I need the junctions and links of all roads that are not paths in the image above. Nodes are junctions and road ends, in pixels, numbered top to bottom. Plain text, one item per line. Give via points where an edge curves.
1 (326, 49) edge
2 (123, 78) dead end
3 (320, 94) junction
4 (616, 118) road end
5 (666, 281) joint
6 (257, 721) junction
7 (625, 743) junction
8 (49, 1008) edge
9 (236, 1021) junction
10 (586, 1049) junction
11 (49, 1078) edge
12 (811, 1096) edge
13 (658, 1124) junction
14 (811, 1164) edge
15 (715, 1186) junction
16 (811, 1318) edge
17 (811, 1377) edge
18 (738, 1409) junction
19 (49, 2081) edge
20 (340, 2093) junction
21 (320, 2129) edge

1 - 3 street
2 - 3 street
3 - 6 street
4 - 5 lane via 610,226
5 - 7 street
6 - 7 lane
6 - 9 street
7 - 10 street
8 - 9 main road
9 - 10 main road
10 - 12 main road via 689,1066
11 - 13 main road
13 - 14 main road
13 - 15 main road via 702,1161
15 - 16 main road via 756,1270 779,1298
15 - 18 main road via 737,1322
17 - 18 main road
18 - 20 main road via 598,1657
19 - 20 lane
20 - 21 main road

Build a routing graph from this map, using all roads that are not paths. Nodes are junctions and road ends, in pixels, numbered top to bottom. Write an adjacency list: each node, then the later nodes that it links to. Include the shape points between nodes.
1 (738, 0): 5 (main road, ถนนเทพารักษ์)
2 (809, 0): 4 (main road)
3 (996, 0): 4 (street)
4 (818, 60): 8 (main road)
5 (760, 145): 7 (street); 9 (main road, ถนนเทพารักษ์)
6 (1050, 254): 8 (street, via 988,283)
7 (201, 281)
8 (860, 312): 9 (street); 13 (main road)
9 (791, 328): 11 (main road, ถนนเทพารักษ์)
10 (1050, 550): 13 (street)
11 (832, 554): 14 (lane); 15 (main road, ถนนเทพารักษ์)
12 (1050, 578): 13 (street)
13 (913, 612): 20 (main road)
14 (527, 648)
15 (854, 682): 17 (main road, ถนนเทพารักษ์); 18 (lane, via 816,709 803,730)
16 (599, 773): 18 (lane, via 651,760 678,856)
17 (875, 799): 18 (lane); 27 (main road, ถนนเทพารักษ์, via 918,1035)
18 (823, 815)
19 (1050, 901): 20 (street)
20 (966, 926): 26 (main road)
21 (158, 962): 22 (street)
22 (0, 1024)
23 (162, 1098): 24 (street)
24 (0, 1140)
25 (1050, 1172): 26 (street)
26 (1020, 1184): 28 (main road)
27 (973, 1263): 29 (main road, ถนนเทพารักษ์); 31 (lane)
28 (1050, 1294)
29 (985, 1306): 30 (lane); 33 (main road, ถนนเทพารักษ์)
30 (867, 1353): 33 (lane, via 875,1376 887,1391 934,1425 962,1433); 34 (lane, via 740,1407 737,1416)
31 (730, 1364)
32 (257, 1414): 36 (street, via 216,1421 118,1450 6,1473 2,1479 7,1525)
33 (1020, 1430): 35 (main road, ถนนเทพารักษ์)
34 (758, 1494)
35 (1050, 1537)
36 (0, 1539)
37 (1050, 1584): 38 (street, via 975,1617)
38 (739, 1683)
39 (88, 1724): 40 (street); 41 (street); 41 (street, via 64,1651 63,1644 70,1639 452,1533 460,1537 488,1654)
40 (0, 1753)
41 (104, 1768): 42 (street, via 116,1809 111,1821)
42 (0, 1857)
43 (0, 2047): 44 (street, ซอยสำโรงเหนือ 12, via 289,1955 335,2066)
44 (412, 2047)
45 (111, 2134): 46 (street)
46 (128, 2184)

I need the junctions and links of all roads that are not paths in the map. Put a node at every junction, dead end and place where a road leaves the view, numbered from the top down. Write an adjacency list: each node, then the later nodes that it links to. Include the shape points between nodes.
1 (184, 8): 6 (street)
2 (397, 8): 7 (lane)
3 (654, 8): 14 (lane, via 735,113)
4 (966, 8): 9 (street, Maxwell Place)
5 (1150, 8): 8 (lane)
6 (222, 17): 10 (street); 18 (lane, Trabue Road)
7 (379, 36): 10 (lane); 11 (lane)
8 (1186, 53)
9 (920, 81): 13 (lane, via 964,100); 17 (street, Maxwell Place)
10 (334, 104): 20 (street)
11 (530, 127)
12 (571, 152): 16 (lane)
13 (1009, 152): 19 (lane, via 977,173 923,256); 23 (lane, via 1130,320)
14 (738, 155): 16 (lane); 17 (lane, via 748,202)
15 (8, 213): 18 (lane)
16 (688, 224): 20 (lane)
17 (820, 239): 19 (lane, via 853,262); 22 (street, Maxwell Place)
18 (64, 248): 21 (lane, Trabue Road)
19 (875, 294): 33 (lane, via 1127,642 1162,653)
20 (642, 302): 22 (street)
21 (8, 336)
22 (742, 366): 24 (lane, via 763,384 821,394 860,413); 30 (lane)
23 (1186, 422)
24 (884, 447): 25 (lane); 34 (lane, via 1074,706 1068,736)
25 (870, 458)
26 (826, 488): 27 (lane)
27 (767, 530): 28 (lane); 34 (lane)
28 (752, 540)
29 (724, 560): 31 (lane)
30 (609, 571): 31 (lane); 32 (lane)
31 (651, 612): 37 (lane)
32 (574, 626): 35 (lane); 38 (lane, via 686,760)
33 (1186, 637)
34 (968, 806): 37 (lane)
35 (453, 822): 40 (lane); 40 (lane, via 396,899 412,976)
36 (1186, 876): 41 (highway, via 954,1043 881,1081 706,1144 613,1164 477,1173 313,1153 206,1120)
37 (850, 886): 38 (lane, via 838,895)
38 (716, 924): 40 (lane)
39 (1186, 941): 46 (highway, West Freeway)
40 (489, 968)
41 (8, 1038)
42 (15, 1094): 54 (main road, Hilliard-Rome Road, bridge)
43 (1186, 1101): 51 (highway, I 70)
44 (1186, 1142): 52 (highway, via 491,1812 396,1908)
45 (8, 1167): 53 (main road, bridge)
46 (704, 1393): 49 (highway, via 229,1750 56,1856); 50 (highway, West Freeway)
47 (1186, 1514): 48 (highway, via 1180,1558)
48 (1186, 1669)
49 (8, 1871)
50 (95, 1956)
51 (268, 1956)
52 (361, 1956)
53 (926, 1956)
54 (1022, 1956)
· · · ·
About this exercise:
Your answer must contain every line of the records, exactly.

Answer section:
I need the junctions and links of all roads that are not paths in the image above. Nodes are junctions and road ends, in pixels, numbered top to bottom. Plain text, one item per line. Give via points where an edge curves.
1 (326, 49) edge
2 (123, 78) dead end
3 (320, 94) junction
4 (616, 118) road end
5 (666, 281) joint
6 (257, 721) junction
7 (625, 743) junction
8 (49, 1008) edge
9 (236, 1021) junction
10 (586, 1049) junction
11 (49, 1078) edge
12 (811, 1096) edge
13 (658, 1124) junction
14 (811, 1164) edge
15 (715, 1186) junction
16 (811, 1318) edge
17 (811, 1377) edge
18 (738, 1409) junction
19 (49, 2081) edge
20 (340, 2093) junction
21 (320, 2129) edge

1 - 3 street
2 - 3 street
3 - 6 street
4 - 5 lane via 610,226
5 - 7 street
6 - 7 lane
6 - 9 street
7 - 10 street
8 - 9 main road
9 - 10 main road
10 - 12 main road via 689,1066
11 - 13 main road
13 - 14 main road
13 - 15 main road via 702,1161
15 - 16 main road via 756,1270 779,1298
15 - 18 main road via 737,1322
17 - 18 main road
18 - 20 main road via 598,1657
19 - 20 lane
20 - 21 main road

Build a routing graph from this map, using all roads that are not paths. Nodes are junctions and road ends, in pixels, numbered top to bottom. Write an adjacency list: each node, then the later nodes that it links to. Include the shape points between nodes.
1 (738, 0): 5 (main road, ถนนเทพารักษ์)
2 (809, 0): 4 (main road)
3 (996, 0): 4 (street)
4 (818, 60): 8 (main road)
5 (760, 145): 7 (street); 9 (main road, ถนนเทพารักษ์)
6 (1050, 254): 8 (street, via 988,283)
7 (201, 281)
8 (860, 312): 9 (street); 13 (main road)
9 (791, 328): 11 (main road, ถนนเทพารักษ์)
10 (1050, 550): 13 (street)
11 (832, 554): 14 (lane); 15 (main road, ถนนเทพารักษ์)
12 (1050, 578): 13 (street)
13 (913, 612): 20 (main road)
14 (527, 648)
15 (854, 682): 17 (main road, ถนนเทพารักษ์); 18 (lane, via 816,709 803,730)
16 (599, 773): 18 (lane, via 651,760 678,856)
17 (875, 799): 18 (lane); 27 (main road, ถนนเทพารักษ์, via 918,1035)
18 (823, 815)
19 (1050, 901): 20 (street)
20 (966, 926): 26 (main road)
21 (158, 962): 22 (street)
22 (0, 1024)
23 (162, 1098): 24 (street)
24 (0, 1140)
25 (1050, 1172): 26 (street)
26 (1020, 1184): 28 (main road)
27 (973, 1263): 29 (main road, ถนนเทพารักษ์); 31 (lane)
28 (1050, 1294)
29 (985, 1306): 30 (lane); 33 (main road, ถนนเทพารักษ์)
30 (867, 1353): 33 (lane, via 875,1376 887,1391 934,1425 962,1433); 34 (lane, via 740,1407 737,1416)
31 (730, 1364)
32 (257, 1414): 36 (street, via 216,1421 118,1450 6,1473 2,1479 7,1525)
33 (1020, 1430): 35 (main road, ถนนเทพารักษ์)
34 (758, 1494)
35 (1050, 1537)
36 (0, 1539)
37 (1050, 1584): 38 (street, via 975,1617)
38 (739, 1683)
39 (88, 1724): 40 (street); 41 (street); 41 (street, via 64,1651 63,1644 70,1639 452,1533 460,1537 488,1654)
40 (0, 1753)
41 (104, 1768): 42 (street, via 116,1809 111,1821)
42 (0, 1857)
43 (0, 2047): 44 (street, ซอยสำโรงเหนือ 12, via 289,1955 335,2066)
44 (412, 2047)
45 (111, 2134): 46 (street)
46 (128, 2184)

I need the junctions and links of all roads that are not paths in the map. Put a node at every junction, dead end and place where a road leaves the view, numbered from the top down. Write an adjacency list: each node, then the later nodes that it links to. Include the shape points between nodes.
1 (184, 8): 6 (street)
2 (397, 8): 7 (lane)
3 (654, 8): 14 (lane, via 735,113)
4 (966, 8): 9 (street, Maxwell Place)
5 (1150, 8): 8 (lane)
6 (222, 17): 10 (street); 18 (lane, Trabue Road)
7 (379, 36): 10 (lane); 11 (lane)
8 (1186, 53)
9 (920, 81): 13 (lane, via 964,100); 17 (street, Maxwell Place)
10 (334, 104): 20 (street)
11 (530, 127)
12 (571, 152): 16 (lane)
13 (1009, 152): 19 (lane, via 977,173 923,256); 23 (lane, via 1130,320)
14 (738, 155): 16 (lane); 17 (lane, via 748,202)
15 (8, 213): 18 (lane)
16 (688, 224): 20 (lane)
17 (820, 239): 19 (lane, via 853,262); 22 (street, Maxwell Place)
18 (64, 248): 21 (lane, Trabue Road)
19 (875, 294): 33 (lane, via 1127,642 1162,653)
20 (642, 302): 22 (street)
21 (8, 336)
22 (742, 366): 24 (lane, via 763,384 821,394 860,413); 30 (lane)
23 (1186, 422)
24 (884, 447): 25 (lane); 34 (lane, via 1074,706 1068,736)
25 (870, 458)
26 (826, 488): 27 (lane)
27 (767, 530): 28 (lane); 34 (lane)
28 (752, 540)
29 (724, 560): 31 (lane)
30 (609, 571): 31 (lane); 32 (lane)
31 (651, 612): 37 (lane)
32 (574, 626): 35 (lane); 38 (lane, via 686,760)
33 (1186, 637)
34 (968, 806): 37 (lane)
35 (453, 822): 40 (lane); 40 (lane, via 396,899 412,976)
36 (1186, 876): 41 (highway, via 954,1043 881,1081 706,1144 613,1164 477,1173 313,1153 206,1120)
37 (850, 886): 38 (lane, via 838,895)
38 (716, 924): 40 (lane)
39 (1186, 941): 46 (highway, West Freeway)
40 (489, 968)
41 (8, 1038)
42 (15, 1094): 54 (main road, Hilliard-Rome Road, bridge)
43 (1186, 1101): 51 (highway, I 70)
44 (1186, 1142): 52 (highway, via 491,1812 396,1908)
45 (8, 1167): 53 (main road, bridge)
46 (704, 1393): 49 (highway, via 229,1750 56,1856); 50 (highway, West Freeway)
47 (1186, 1514): 48 (highway, via 1180,1558)
48 (1186, 1669)
49 (8, 1871)
50 (95, 1956)
51 (268, 1956)
52 (361, 1956)
53 (926, 1956)
54 (1022, 1956)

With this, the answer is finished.